De manière paradoxale, le Silmarillion est le titre du Légendaire (avant les années 1990) le plus rapidement accessible au public francophone : alors qu’il a fallu 32 ans (1937 – 1969) pour le Hobbit et 18 ans (1954 – 1972) pour le Seigneur des anneaux, la première traduction française est arrivée juste un an après la parution en anglais (1977 – 1978).
Autant dire que le lecteur anglais du Hobbit en 1937 a attendu 40 ans (1977) pour savoir où était Gondolin, lieu d’origine de Glamdring, tandis que le lecteur francophone n’a attendu « que » 9 ans (1969 – 1978).
Mais une question revient à chaque nouvelle édition, chaque traduction, surtout pour tous ceux qui ont connu une précédente version : qu’est-ce que celle-ci apporte, pour quel public est-elle ?
Procédons par ordre.


Illustrations

Réalisées comme les précédentes éditions par Ted Nasmith : 20 pages en 1998, puis 45 en 2004. Avec 4 illustrations inédites, nous voici rendu à 49, répartis au fil des pages plutôt que regroupées en cahier.

Cartes

En couleurs, en deuxième et troisième de couverture (et en page 111, en encrage rouge et noir), en français et en reprenant la graphie d’origine de Christopher Tolkien. Nous avions vu une partie du travail en cours au printemps dernier.

L’inscription en tengwar (qu’on s’est tous essayé à transcrire)

Pour la première fois, le texte est proposé aussi en clair en anglais et en français.

La présentation

Elle est plus claire que jamais, avec un double jeu de couleurs rouge et noire. Comme auparavant, il est tout à fait possible de lire dans l’ordre de son choix (même si c’est chronologique, on peut comprendre la chute de Gondolin sans connaître les noms de tous les Ainur).

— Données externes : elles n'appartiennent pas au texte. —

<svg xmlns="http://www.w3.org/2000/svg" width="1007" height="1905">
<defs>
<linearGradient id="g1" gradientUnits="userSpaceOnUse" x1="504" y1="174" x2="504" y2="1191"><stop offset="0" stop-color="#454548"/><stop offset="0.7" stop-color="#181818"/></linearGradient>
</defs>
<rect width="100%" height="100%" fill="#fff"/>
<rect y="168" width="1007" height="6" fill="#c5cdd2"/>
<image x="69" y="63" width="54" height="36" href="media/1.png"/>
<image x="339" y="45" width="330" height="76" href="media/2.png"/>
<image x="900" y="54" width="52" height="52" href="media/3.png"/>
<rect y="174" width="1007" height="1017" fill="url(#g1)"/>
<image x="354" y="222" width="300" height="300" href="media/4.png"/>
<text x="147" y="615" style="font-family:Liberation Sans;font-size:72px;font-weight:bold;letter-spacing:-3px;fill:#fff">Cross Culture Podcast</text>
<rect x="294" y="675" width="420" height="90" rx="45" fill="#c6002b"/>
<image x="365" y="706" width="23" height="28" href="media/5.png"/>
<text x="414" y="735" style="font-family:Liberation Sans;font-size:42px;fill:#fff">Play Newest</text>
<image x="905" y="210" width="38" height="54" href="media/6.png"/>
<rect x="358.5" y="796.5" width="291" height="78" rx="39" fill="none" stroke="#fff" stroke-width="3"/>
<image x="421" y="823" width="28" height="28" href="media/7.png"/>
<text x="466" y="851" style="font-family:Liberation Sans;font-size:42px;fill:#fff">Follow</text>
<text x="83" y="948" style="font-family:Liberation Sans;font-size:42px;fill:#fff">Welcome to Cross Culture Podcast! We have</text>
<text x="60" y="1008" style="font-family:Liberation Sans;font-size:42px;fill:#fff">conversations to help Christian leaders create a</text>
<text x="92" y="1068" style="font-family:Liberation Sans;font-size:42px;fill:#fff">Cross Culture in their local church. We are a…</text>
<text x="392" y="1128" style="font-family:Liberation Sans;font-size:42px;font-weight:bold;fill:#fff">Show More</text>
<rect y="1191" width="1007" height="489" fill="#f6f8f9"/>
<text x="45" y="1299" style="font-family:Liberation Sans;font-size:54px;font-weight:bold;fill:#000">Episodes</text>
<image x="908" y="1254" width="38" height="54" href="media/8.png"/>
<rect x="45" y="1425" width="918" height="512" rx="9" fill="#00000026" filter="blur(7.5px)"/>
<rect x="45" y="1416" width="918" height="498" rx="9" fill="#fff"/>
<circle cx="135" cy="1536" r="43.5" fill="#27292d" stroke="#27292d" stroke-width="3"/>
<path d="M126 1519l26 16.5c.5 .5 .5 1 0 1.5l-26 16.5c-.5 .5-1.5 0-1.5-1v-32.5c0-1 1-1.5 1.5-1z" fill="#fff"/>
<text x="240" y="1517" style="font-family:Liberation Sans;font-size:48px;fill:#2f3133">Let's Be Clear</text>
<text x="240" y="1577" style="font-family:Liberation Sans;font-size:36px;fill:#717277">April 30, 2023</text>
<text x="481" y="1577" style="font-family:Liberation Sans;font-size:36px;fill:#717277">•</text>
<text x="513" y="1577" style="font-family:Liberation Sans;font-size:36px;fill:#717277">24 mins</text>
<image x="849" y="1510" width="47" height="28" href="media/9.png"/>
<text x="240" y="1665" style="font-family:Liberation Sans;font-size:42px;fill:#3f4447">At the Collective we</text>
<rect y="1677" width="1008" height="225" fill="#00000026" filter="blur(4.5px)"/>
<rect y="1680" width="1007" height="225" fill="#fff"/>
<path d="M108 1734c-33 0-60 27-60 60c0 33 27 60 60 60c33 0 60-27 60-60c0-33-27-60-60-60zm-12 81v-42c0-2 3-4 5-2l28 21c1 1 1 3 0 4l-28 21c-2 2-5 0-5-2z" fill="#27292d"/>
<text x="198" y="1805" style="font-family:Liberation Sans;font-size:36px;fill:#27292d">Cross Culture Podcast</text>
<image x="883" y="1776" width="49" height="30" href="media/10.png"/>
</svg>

  • l’Ainulindalë (la création du monde),
  • la Valaquenta (la présentation de Gandalf, Sauron et les autres immortels ayant participé à l’Ainulindale),
  • la Quenta Silmarillion (le cœur du récit, du commencement du temps, l’arrivée des elfes, du soleil, des humains, Beren et Lúthien, Túrin, Tuor et la chute de Gondolin, Eärendil et la fin du Premier Âge),
  • l’Akallabeth (la Chute de Númenor, le monde qui devient rond)
  • les anneaux du pouvoir et le Troisième Âge (la fin du Deuxième Âge et l’établissement des royaumes de Gondor et d’Arnor, alors que le Hobbit et le Seigneur des anneaux sont résumés en trois pages).
  • Suivent les pages informatives sur les généalogies, les noms, la prononciation, le vocabulaire, utiles à la compréhension et préparer la relecture. Car le Silmarillion se lit, se relit et s’étudie si on le souhaite, son contenu est riche d’informations qui n’étaient qu’esquissées dans le Hobbit et le Seigneur des anneaux.

Et la réponse principale, dont tout le reste n’est qu’accessoire, écrin du diamant finement taillé,

le texte.

Tolkien (J.R.R. puis Christopher) n’ont jamais caché que le Silmarillion différait des autres livres situés en Terre du Milieu : que ce soit dans le temps, les lieux ou les personnages, tout est amplifié sans fil directeur, ce qui pourrait se résumer d’une phrase « pas de hobbits à accompagner dans leur quête ». Ceci, outre la chronologie évoquée plus haut, peut en rendre la lecture difficile.
Un autre aspect entre en jeu : le récit est présenté comme rapporté et transmis tels des mythes antiques (de fait, aucun elfe n’était présent lors de la Création du monde pour en faire témoignage) et le langage utilisé pour rendre cette distance d’avec le lecteur est bien présent en anglais.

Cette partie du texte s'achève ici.